This segment represents a blend of growth rates across the geographies, and headline growth rates are helped by the addition of the new geographies. On a like-for-like basis, orders grew by 55%. This like-for-like growth rate is extremely satisfying and demonstrates the appetite that exists in these markets for online ordering and our success in deploying additional investment to achieve more orders. This strong growth is due to countries with a higher level of revenue maintaining or increasing their year-on-year growth rate, while smaller geographies are still growing at triple digit rates and becoming more significant revenue contributors within the segment. These are both offset slightly by more mature geographies, such as Belgium. The only outlier within this category remains our second-place position in the Netherlands, which again contracted in the period, but is now breakeven at an operational level.

 

Underlying EBITDA losses increased to £6.1 million (H1 2014: £4.9 million loss), following a management decision to increase investment in the countries where it was believed the potential for growth was not being fully exploited. Securing market leadership, and then increasing our scale relative to competitors is crucial, and having successfully increased investment to drive additional growth in the first half we expect such investment to continue through the remainder of 2015 and into 2016.

 

At the full year, we will share the detailed trading results of the Menulog Group. However, as only 15 days of trading is included in these results, it is not shown separately for this half year but is included within our Other segment. For information, year-on-year order growth for H1 2015 (including the period pre-acquisition) was 91%, in line with management expectations.

 

Share of profits/losses from associates and joint ventures

 

Following several changes to the Group's ownership in its entities in the past 12 months, this share of profits in H1 2015 now only includes our share of the loss generated by the Brazilian iFood operation following the merger in November 2014. The H1 2014 comparative period included our share of the results from the French and Indian businesses. As the Group now controls the French business, its results are included within the Other segment, whereas the divested Indian business is removed. For these reasons, the movement in Underlying EBITDA in the period to £1.1 million loss from £0.1 million profit is not directly comparable.

 

The losses incurred in the Brazilian operation are in line with management expectations and have delivered triple digit order growth on a like-for-like basis. We will continue to make significant investment with our partners in Brazil.

 

Head Office Costs

 

Head Office costs increased to £3.9 million from £2.3 million, reflecting the full period impact of being a public company and following the increase in headcount as set out a year ago. We have made a number of important senior hires, completed significant M&A, further expanded the technology teams and invested in training and development to prepare the business for the next phase of growth. These costs are predominantly expensed as incurred and most technology and a portion of Head Office costs are recharged to the Group's operational businesses such that segmental EBITDA includes all appropriate costs. Specific, identifiable development costs totalling £0.5 million were capitalised in H1 2015.

 

Overall Group results

 

In the first six months, consolidated Group Underlying EBITDA increased by 62% to £25.8 million (H1 2014:£15.9 million), giving a Group Underlying EBITDA margin of 24% (H1 2014: 23%).

 

Operating profit also increased to £13.6 million from £8.5 million in the same period last year.

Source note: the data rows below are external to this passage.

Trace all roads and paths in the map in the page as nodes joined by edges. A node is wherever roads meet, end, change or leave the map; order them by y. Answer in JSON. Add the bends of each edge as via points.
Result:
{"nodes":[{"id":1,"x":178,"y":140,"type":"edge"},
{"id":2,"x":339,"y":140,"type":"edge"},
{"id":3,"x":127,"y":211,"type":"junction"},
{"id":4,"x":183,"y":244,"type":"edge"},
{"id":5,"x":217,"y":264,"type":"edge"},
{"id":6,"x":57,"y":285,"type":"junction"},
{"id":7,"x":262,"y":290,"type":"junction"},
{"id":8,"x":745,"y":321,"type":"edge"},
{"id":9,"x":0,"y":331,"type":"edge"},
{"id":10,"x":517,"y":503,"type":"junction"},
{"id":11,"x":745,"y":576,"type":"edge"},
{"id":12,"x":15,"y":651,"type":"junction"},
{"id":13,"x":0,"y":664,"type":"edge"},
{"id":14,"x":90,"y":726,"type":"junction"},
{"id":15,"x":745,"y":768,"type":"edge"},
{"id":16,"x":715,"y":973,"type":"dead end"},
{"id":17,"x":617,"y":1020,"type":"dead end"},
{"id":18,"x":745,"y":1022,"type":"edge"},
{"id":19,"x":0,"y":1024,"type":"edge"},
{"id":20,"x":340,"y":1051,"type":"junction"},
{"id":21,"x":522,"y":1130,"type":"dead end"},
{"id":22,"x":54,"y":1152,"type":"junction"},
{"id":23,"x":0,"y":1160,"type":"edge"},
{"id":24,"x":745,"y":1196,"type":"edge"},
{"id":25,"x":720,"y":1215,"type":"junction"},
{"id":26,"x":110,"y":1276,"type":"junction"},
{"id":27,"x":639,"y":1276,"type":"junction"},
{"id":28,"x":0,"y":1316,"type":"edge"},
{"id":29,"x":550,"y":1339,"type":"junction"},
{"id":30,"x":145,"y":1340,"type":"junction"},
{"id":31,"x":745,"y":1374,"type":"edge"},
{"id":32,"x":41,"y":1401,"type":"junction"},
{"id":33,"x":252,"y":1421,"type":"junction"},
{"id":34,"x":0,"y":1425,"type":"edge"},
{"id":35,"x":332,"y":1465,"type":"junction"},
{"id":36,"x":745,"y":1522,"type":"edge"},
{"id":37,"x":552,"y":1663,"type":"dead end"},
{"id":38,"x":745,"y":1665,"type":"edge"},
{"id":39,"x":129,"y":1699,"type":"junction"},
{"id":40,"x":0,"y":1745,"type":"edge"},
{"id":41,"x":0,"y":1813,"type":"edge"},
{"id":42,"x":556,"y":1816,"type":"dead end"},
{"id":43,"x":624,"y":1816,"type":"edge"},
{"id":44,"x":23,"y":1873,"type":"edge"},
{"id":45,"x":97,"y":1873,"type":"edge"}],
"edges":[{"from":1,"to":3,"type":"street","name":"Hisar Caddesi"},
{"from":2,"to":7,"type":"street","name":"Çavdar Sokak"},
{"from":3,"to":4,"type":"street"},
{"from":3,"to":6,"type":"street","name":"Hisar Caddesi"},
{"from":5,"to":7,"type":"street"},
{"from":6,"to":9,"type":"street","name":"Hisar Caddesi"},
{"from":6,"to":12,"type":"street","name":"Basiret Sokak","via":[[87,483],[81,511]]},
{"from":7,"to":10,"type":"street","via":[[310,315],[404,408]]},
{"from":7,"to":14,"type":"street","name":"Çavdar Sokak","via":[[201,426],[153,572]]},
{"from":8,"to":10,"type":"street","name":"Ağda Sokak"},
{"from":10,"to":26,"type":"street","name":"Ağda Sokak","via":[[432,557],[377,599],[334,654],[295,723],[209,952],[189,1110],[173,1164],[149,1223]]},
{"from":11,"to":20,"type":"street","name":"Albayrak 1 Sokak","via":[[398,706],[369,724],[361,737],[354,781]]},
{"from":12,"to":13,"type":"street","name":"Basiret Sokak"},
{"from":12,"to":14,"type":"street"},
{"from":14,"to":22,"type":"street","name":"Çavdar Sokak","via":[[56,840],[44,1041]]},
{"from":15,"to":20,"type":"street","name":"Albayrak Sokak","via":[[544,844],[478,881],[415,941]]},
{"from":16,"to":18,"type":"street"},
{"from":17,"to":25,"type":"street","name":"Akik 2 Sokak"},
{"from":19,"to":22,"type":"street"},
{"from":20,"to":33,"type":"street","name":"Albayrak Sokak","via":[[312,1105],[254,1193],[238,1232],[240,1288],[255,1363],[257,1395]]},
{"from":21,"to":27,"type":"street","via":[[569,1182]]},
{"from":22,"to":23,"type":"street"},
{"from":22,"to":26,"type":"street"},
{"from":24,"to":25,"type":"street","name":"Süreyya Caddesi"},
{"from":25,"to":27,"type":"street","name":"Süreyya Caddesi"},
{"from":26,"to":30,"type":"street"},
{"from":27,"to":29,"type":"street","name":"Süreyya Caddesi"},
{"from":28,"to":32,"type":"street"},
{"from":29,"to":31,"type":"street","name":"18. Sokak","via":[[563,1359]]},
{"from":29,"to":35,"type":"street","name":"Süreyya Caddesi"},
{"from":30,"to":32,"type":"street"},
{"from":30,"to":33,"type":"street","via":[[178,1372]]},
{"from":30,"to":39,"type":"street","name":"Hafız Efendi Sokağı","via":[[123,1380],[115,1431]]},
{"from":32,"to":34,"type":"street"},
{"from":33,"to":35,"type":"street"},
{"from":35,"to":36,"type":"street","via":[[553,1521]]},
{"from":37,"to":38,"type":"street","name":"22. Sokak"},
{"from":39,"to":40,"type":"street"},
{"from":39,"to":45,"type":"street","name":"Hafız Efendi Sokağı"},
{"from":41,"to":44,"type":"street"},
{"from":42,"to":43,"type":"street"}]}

Underlying EBITDA and Operating Profit differ due to the following material items:

 

· long term employee incentive costs of £1.7 million (H1 2014: £2.5 million) which primarily relate to share awards granted to employees, which are recognised over the vesting period of the awards. The difference in the charge reflects the full year impact of awards made during the year of the IPO, including the free share award granted to all qualifying employees. This is expected to rise to approximately £4 million by the full year;

· exceptional items of £5.5 million (H1 2014: £2.4 million) relate to acquisition costs. These costs were incurred solely in relation to M&A activity conducted over the first six months of the year. H1 2014 costs included £2.3 million of costs relating to the IPO and £0.1 million of acquisition costs; and

· depreciation and amortisation of £4.3 million (H1 2014: £2.3 million) which has increased as a result of the intangible assets recognised as part of the M&A activity completed in H2 2014 and H1 2015. Depreciation and amortisation is expected to rise to approximately £16 million by the end of the year due to the full year impact.

 

Profit before tax

 

Profit before tax ("PBT") for the period was £14.0 million (H1 2014: £8.6 million).

 

Taxation

 

The income tax expense was recognised based on management's best estimate of the annual income tax rate expected for each jurisdiction for the full financial year, applied to the profit before tax for the interim period, on a jurisdiction by jurisdiction basis. On this basis, the Group's tax charge was £4.6 million (H1 2014: £2.6 million). The Adjusted Effective Tax Rate, after adjusting for the impact of long-term employee incentive costs, exceptional items, foreign exchange gains and losses, "other gains and losses", amortisation of acquired intangibles and their associated tax impact, was 25%. The Effective Tax Rate, based on PBT, was 33% (H1 2014: 30%).

 

Profit after tax

 

Profit after tax was £9.4 million, compared with £6.0 million in the same period in 2014.

 

Earnings per share

 

Basic earnings per share for the period were 1.7p (H1 2014: 1.2p) and adjusted basic earnings per share for the period were 3.1p (H1 2014: 2.2p). The movement in the period on these two measures is due to the higher profit generated.

 

 

Cash Flow and Balance Sheet

 

The Group continued its high level of cash conversion, benefiting from collecting the gross order value ahead of making twice-monthly net payments to the restaurants. As a result, cash generated from operations was £26.5 million in the six months ended 30 June 2015 (H1 2014: £15.4 million). When compared to Underlying EBITDA, this represents a conversion of 103% of earnings to cash (H1 2014: 97%). The Group also continues to benefit from a low level of ongoing operational capital expenditure requirement.

 

The Group had no material debt at 30 June 2015 (30 June 2014: £nil). Acquired debt of £0.2 million was repaid in July. In the period JUST EAT signed a £90 million Revolving Credit Facility providing funding flexibility; this remains undrawn.

 

During the half year, the Group raised £436 million (net of costs) through a placing and open offer. The proceeds were principally used to fund the acquisition of the Menulog Group.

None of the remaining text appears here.